Page 1 of 2

Need to convert columns to rows

Posted: Fri Feb 17, 2012 1:35 am
by deepa.y
Hi,
I have the data under 2 columns
col1 col2
a 1
b xy
c 3

And the number of records under two columns differ from file to file.
I need to convert column data to records
i.e the output should be
a,b,c
1,xy,3 .

I tried this using vertical pivot but it is working only if there are fixed number if records.

Posted: Fri Feb 17, 2012 1:42 am
by kandyshandy
search this forum and you will see n number of posts.

Posted: Fri Feb 17, 2012 2:32 am
by deepa.y
Hi Kandy,
I searched here and i found that it can be done by vertical pivot.So,i implemented the same thing using Vertical pivot.But it works only if the number of records are known.
Please suggest me how to implement this in transformer stage by taking count of records.

Posted: Fri Feb 17, 2012 3:00 am
by kandyshandy
Deepa, Your sample (input/output) data does not look like vertical pivot scenario. Do you have a group by column or not?

You can achieve vertical pivot in transformer (using stage variables to determine group change & concatenate columns).

Read IBM doc for more clarity.

Posted: Fri Feb 17, 2012 3:11 am
by deepa.y
To use vertical pivot,before vertical pivot stage,in transformer i took a column called pivot assigned it to 1 and then used two pivot stages to pivot col1 seperately taking group by column as pivot and col2 seperately .Finally,using funnel stage, merged them to single file.

Posted: Fri Feb 17, 2012 3:17 am
by kandyshandy
That makes sense. Now, try using stage variables to achieve the same. In transformer method, you don't need count of records. All you need is to find when a group changes. Your case is pretty simple as the group does not change at all. i.e. always "1"
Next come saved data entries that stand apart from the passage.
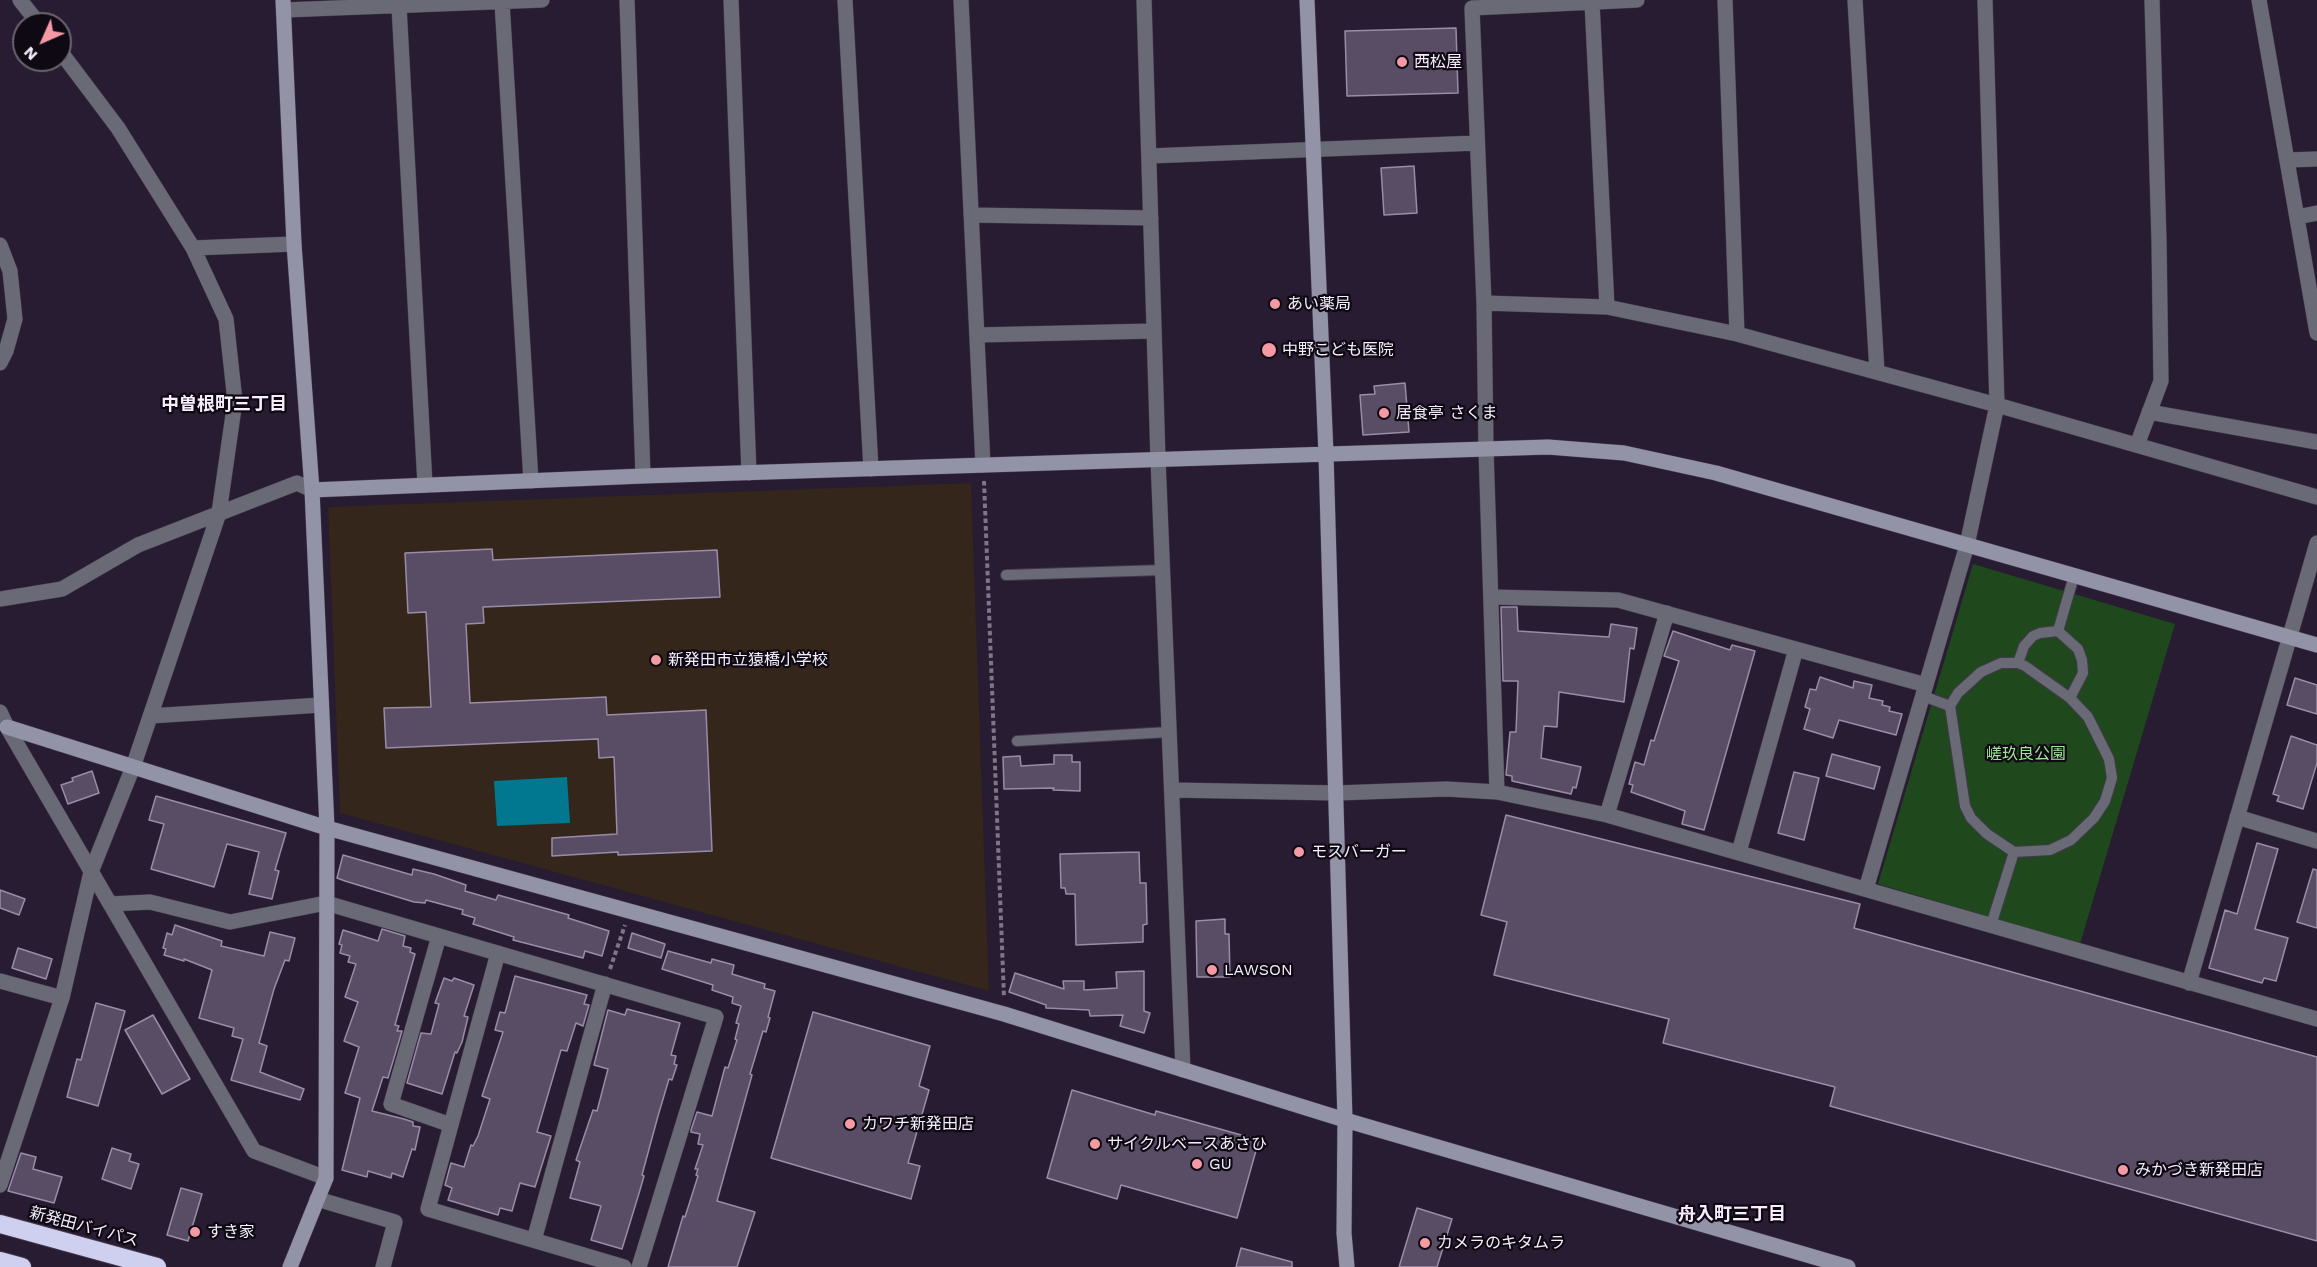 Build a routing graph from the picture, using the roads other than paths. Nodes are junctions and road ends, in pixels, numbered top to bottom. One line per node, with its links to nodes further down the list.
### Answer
1 (20, 0): 19 (street)
2 (542, 0): 15 (street)
3 (627, 0): 52 (street)
4 (730, 0): 51 (street)
5 (845, 0): 50 (street)
6 (961, 0): 27 (street)
7 (1144, 0): 23 (street)
8 (1307, 0): 22 (street)
9 (1637, 0): 16 (street)
10 (1725, 0): 38 (street)
11 (1855, 0): 41 (street)
12 (1985, 0): 42 (street)
13 (2152, 0): 43 (street)
14 (2259, 0): 25 (street)
15 (502, 2): 18 (street); 53 (street)
16 (1592, 2): 21 (street); 34 (street)
17 (284, 5): 18 (street); 30 (street)
18 (399, 6): 54 (street)
19 (30, 12)
20 (72, 67): 32 (street)
21 (1477, 143): 22 (street); 33 (street)
22 (1315, 150): 23 (street); 47 (street)
23 (1149, 156): 29 (street)
24 (2317, 159): 25 (street)
25 (2287, 160): 28 (street)
26 (2317, 213): 28 (street)
27 (971, 215): 29 (street); 39 (street)
28 (2297, 217): 37 (street)
29 (1151, 218): 36 (street)
30 (294, 244): 32 (street); 55 (street)
31 (0, 245): 35 (street)
32 (193, 248): 57 (street)
33 (1484, 303): 34 (street); 46 (street)
34 (1606, 307): 38 (street)
35 (8, 318): 40 (street)
36 (1154, 331): 39 (street); 48 (street)
37 (2317, 333)
38 (1737, 334): 41 (street)
39 (977, 335): 49 (street)
40 (0, 363)
41 (1877, 372): 42 (street)
42 (1997, 405): 45 (street); 59 (street)
43 (2150, 412): 44 (street); 45 (street)
44 (2317, 442)
45 (2137, 446): 56 (street)
46 (1486, 449): 47 (street); 59 (street); 63 (street)
47 (1326, 454): 48 (street); 83 (street)
48 (1158, 459): 49 (street); 60 (street)
49 (983, 465): 50 (street)
50 (871, 469): 51 (street)
51 (749, 473): 52 (street)
52 (643, 476): 53 (street)
53 (531, 481): 54 (street)
54 (425, 486): 55 (street)
55 (312, 490): 57 (street); 73 (street)
56 (2317, 497)
57 (219, 513): 64 (street); 76 (street)
58 (2317, 543): 67 (street)
59 (1967, 545): 62 (street); 71 (street)
60 (1162, 570): 61 (lane); 78 (street)
61 (1006, 575)
62 (2074, 576): 66 (lane); 67 (street)
63 (1491, 597): 65 (street); 82 (street)
64 (0, 599)
65 (1667, 613): 69 (street); 84 (street)
66 (2058, 631): 70 (lane); 72 (lane)
67 (2289, 639): 68 (street); 85 (street)
68 (2317, 645)
69 (1796, 649): 71 (street); 88 (street)
70 (2018, 663): 72 (lane); 74 (lane)
71 (1924, 690): 74 (lane); 91 (street)
72 (2070, 698): 89 (lane)
73 (321, 705): 76 (street); 86 (street)
74 (1950, 706): 89 (lane)
75 (0, 712): 77 (street)
76 (150, 716): 80 (street)
77 (7, 727): 80 (street); 90 (street)
78 (1169, 732): 79 (lane); 81 (street)
79 (1017, 741)
80 (133, 767): 86 (street); 90 (street)
81 (1172, 790): 83 (street); 102 (street)
82 (1497, 792): 83 (street); 84 (street)
83 (1337, 793): 103 (street)
84 (1607, 815): 88 (street)
85 (2237, 817): 87 (street); 98 (street)
86 (327, 828): 92 (street); 102 (street)
87 (2317, 841)
88 (1739, 852): 91 (street)
89 (2014, 852): 94 (lane)
90 (91, 872): 93 (street); 100 (street)
91 (1866, 889): 94 (street)
92 (326, 903): 93 (street); 95 (street); 105 (street)
93 (110, 904): 105 (street)
94 (1991, 926): 98 (street)
95 (439, 936): 96 (street); 104 (street)
96 (498, 953): 99 (street); 104 (street)
97 (0, 981): 100 (street)
98 (2189, 983): 101 (street)
99 (605, 984): 109 (street); 116 (street)
100 (62, 998): 106 (street)
101 (2317, 1019)
102 (1183, 1070): 103 (street)
103 (1345, 1120): 117 (street); 118 (street)
104 (451, 1125): 109 (street)
105 (326, 1178): 107 (street)
106 (0, 1185)
107 (318, 1199): 113 (street); 114 (street)
108 (0, 1224): 112 (highway, 新発田バイパス)
109 (534, 1240): 115 (street)
110 (0, 1261): 111 (highway)
111 (22, 1267)
112 (157, 1267)
113 (290, 1267)
114 (383, 1267)
115 (624, 1267)
116 (639, 1267)
117 (1347, 1267)
118 (1848, 1267)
Posted: Fri Feb 17, 2012 3:31 am
by deepa.y
Hi Kandy,
Could you please explain me in detail?

Posted: Fri Feb 17, 2012 3:59 am
by deepa.y
Hi,
I implemented the following logic
I took a column pivot and assigned value 1.
Then in stage variables,i gave
current key=pivot
nextkey=currentkey
concat=if currentkey=nextkey then concat:lnk_input.col1 else ''
and it is giving me the following output.

,a
,a,b
,a,b,c--->need to read this row and remove comma infront.

in the constraint i cannot use pivot<>1 as pivot is always 1 in my case.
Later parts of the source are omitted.